▸ **Exercise aim**:
All that should come back is the lines of the data below from the one containing "middle mcp: (382, 357)" to the one containing "thumb mcp: (336, 493)", inclusive, exactly as they stand.

──────── Available records ────────

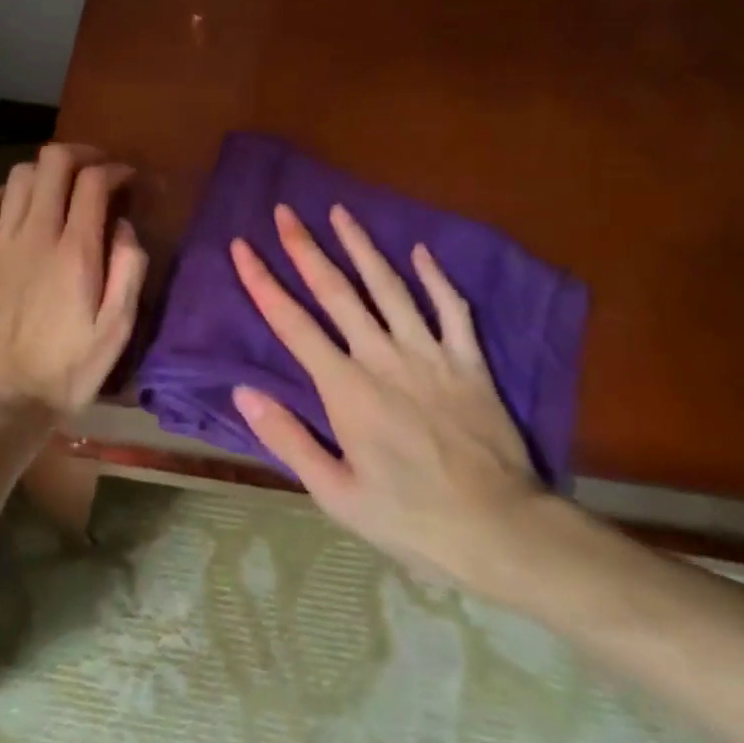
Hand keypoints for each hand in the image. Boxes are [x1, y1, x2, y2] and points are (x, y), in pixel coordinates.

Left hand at [0, 144, 147, 422]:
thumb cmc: (67, 370)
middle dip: (81, 155)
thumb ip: (128, 270)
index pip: (95, 181)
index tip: (127, 179)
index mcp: (76, 251)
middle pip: (54, 162)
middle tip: (97, 170)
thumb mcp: (117, 329)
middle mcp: (36, 234)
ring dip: (46, 171)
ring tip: (61, 188)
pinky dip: (5, 193)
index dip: (115, 169)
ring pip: (20, 175)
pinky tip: (17, 206)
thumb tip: (125, 226)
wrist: (1, 401)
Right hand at [230, 204, 554, 598]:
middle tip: (285, 211)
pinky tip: (421, 251)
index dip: (262, 282)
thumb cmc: (410, 518)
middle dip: (306, 248)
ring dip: (362, 247)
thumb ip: (288, 438)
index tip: (242, 246)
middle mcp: (382, 357)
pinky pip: (451, 309)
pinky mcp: (468, 362)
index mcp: (345, 388)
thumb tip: (243, 391)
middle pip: (337, 291)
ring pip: (389, 287)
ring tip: (340, 212)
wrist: (500, 531)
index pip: (293, 323)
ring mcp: (429, 354)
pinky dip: (435, 278)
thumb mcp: (336, 493)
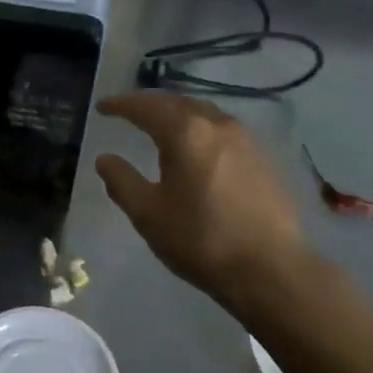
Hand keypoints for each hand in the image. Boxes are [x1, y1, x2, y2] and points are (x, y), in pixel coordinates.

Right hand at [94, 92, 308, 306]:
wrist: (270, 269)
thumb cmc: (201, 239)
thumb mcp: (149, 214)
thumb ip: (123, 182)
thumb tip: (105, 159)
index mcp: (186, 133)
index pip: (147, 107)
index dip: (122, 104)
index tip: (102, 106)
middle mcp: (218, 125)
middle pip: (179, 103)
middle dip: (152, 104)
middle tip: (130, 111)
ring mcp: (246, 140)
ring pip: (205, 114)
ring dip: (179, 114)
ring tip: (163, 125)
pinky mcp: (264, 159)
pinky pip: (224, 131)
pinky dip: (202, 130)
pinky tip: (198, 148)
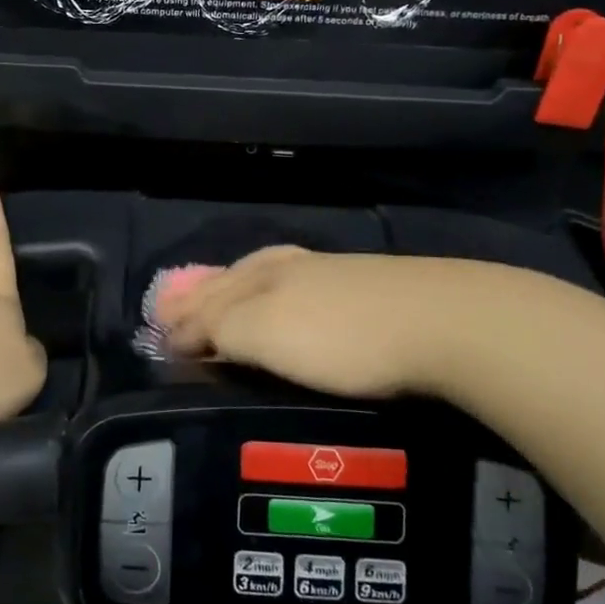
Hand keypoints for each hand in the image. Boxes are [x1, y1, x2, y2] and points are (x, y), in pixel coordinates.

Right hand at [160, 246, 560, 399]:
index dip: (183, 316)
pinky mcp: (366, 288)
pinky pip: (300, 286)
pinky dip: (277, 296)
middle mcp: (289, 266)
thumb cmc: (341, 335)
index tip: (161, 336)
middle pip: (236, 278)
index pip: (209, 295)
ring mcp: (331, 273)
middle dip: (206, 295)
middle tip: (181, 313)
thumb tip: (177, 328)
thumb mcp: (265, 334)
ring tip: (228, 301)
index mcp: (261, 275)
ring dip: (240, 291)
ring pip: (269, 277)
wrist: (443, 322)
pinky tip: (293, 304)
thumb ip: (219, 327)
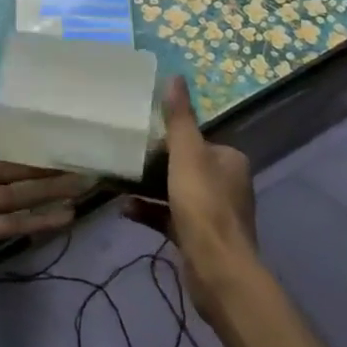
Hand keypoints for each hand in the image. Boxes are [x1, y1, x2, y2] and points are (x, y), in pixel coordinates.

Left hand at [0, 65, 83, 265]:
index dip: (3, 129)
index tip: (34, 125)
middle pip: (7, 167)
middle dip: (39, 165)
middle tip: (73, 159)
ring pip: (16, 194)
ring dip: (48, 190)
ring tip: (82, 185)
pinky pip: (15, 222)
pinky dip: (41, 220)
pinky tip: (70, 215)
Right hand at [128, 76, 260, 329]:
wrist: (217, 270)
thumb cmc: (203, 205)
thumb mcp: (187, 154)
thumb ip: (179, 118)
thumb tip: (176, 76)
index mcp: (229, 160)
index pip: (195, 140)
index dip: (167, 138)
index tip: (139, 136)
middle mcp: (226, 184)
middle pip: (184, 166)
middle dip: (153, 164)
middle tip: (124, 158)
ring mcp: (214, 214)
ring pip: (175, 192)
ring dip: (147, 188)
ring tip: (117, 181)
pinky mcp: (199, 238)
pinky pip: (169, 217)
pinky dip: (148, 211)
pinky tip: (124, 209)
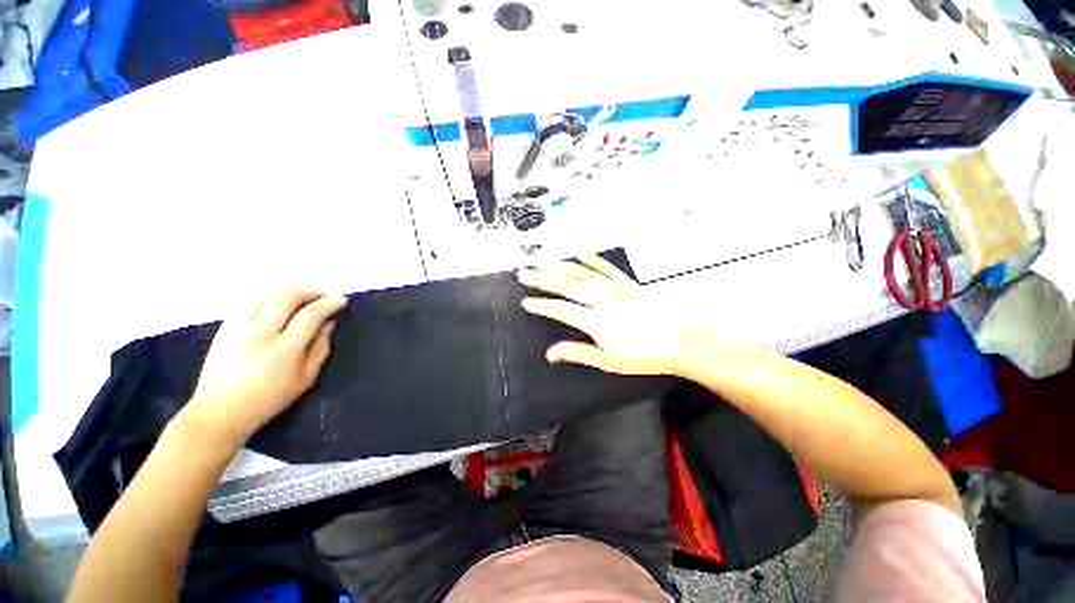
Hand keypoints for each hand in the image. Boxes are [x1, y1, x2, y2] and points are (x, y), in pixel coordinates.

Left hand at [184, 289, 347, 446]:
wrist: (218, 411)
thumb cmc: (268, 400)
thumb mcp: (305, 380)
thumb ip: (321, 349)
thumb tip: (329, 324)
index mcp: (283, 351)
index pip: (310, 315)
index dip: (329, 303)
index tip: (341, 300)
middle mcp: (259, 334)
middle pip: (287, 296)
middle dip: (311, 290)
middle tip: (324, 294)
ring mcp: (238, 327)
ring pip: (266, 292)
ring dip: (289, 289)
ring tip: (303, 295)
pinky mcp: (225, 326)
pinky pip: (248, 299)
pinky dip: (268, 293)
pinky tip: (278, 300)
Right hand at [518, 256, 710, 375]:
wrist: (680, 339)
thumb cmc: (643, 355)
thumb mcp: (608, 361)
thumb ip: (577, 353)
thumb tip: (550, 353)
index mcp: (595, 320)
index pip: (561, 309)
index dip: (541, 305)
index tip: (525, 301)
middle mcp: (601, 299)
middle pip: (566, 285)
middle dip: (542, 278)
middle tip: (524, 273)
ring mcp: (615, 287)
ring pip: (581, 272)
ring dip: (559, 265)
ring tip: (542, 260)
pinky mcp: (627, 282)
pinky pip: (605, 266)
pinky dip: (590, 259)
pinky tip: (579, 254)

────────

▸ **Expected output**:
middle mcp: (382, 357)
pinky pip: (451, 309)
pinky mcp: (468, 362)
index mcp: (345, 388)
thumb tip: (243, 391)
middle pip: (337, 291)
ring pip: (389, 287)
ring tip: (340, 212)
wrist: (500, 531)
index pip: (293, 323)
ring mcp: (429, 354)
pinky dip: (435, 278)
thumb mcp: (336, 493)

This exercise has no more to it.